3. Employee Turnover Risk Was Severely Underestimated
Visible cost (overtime): $82,875
unmeasured costs:
- Reduced productivity during crisis: $125,000
- Retention bonuses to prevent departures: $92,000
- Recruiting and training replacement technicians: $70,125
Total employee impact: $370,000 (4.5× the visible overtime cost)
Management error: Underestimating the cost of replacing FAA-certified aviation mechanics with specialized aircraft knowledge.
4. Regulatory Cascade Was Preventable with Better Parts Traceability
Trigger: FAA concerns about parts traceability documentation gaps for 6 months
Prevention cost: $8,000
- Enhanced parts tracking system: $5,000
- Real-time documentation process: $3,000
Actual cost: $61,000 (7.6× the prevention cost)
Lesson: In aviation, regulatory cascades are highly preventable with proper documentation and traceability controls upfront.

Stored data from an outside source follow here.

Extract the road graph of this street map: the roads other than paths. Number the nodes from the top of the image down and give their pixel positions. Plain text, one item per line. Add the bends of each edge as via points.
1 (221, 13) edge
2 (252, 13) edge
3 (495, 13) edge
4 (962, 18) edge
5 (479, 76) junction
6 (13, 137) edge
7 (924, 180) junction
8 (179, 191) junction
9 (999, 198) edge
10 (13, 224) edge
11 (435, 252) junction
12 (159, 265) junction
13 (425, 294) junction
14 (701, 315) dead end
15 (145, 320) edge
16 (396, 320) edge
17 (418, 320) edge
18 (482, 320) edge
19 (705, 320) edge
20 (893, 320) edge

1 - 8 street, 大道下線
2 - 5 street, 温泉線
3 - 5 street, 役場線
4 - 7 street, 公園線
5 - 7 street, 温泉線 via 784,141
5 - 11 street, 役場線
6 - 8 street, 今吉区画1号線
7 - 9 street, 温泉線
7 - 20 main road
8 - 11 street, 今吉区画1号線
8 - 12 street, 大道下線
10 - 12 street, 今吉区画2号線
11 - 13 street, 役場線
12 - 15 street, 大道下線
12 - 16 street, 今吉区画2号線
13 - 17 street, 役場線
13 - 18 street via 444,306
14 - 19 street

Preventive Measures Implemented
Based on this 6D analysis, the company implemented:
Immediate (< 1 week)
Parts demand forecasting enhancement
- Implement predictive analytics for parts demand
- Cost: $25,000
- Prevents: Recurring stockouts and delays
- ROI: Prevents $2M+ in future cascades
Airline customer communication protocol
- Proactive notifications for any maintenance delay >4 hours
- Cost: Process documentation only
- Prevents: Customer trust erosion and contract penalties
Short-term (1-3 months)
Inventory management system upgrade
- Real-time parts tracking and automatic reordering
- Cost: $85,000 (one-time) + $5K/month
- Prevents: $330K Quality cascade + $880K Revenue cascade
Technician workload balancing
- Cross-training on multiple aircraft types to reduce wait times
- Cost: $45,000 (training)
- Prevents: $370K Employee cascade
Long-term (3-6 months)
FAA compliance documentation automation
- Automated parts traceability and maintenance documentation
- Cost: $60,000 (one-time)
- Prevents: $61K Regulatory cascade
Customer relationship management enhancement
- SLA monitoring dashboard for airline customers
- Proactive performance reporting
- Cost: $35,000 (system integration)
- Prevents: $440K Customer cascade
Total preventive investment: $250K (one-time) + $5K/month
Cascade impact prevented: $2.08M annually (8.3× ROI in first year)
ROI of 6D Analysis
| Metric | Value |
|---|---|
| Time to conduct 6D analysis | 8 hours (analyst time) |
| Cost of analysis | $1,600 |
| Preventive measures identified | 6 |
| Total preventive investment | $250K one-time + $60K/year |
| Cascade cost prevented (annual) | $2.08M |
| Net benefit (Year 1) | $1.77M |
| ROI | 571% |
Case Study 2: [Coming Soon]
Industry: Healthcare Scenario: Hospital-acquired infection spike Focus: Quality → Regulatory cascade with 15× multiplier
Case Study 3: [Coming Soon]
Industry: Manufacturing Scenario: Production line equipment failure Focus: Operational → Revenue cascade in JIT environment
Case Study 4: [Coming Soon]
Industry: Financial Services Scenario: Trade error affecting high-net-worth client Focus: Quality → Customer cascade with relationship concentration risk
How to Submit Your Case Study
Have a 6D Impact analysis from your organization? We'd love to feature it (anonymized).
Submission criteria:
- Complete 6D analysis (all dimensions scored)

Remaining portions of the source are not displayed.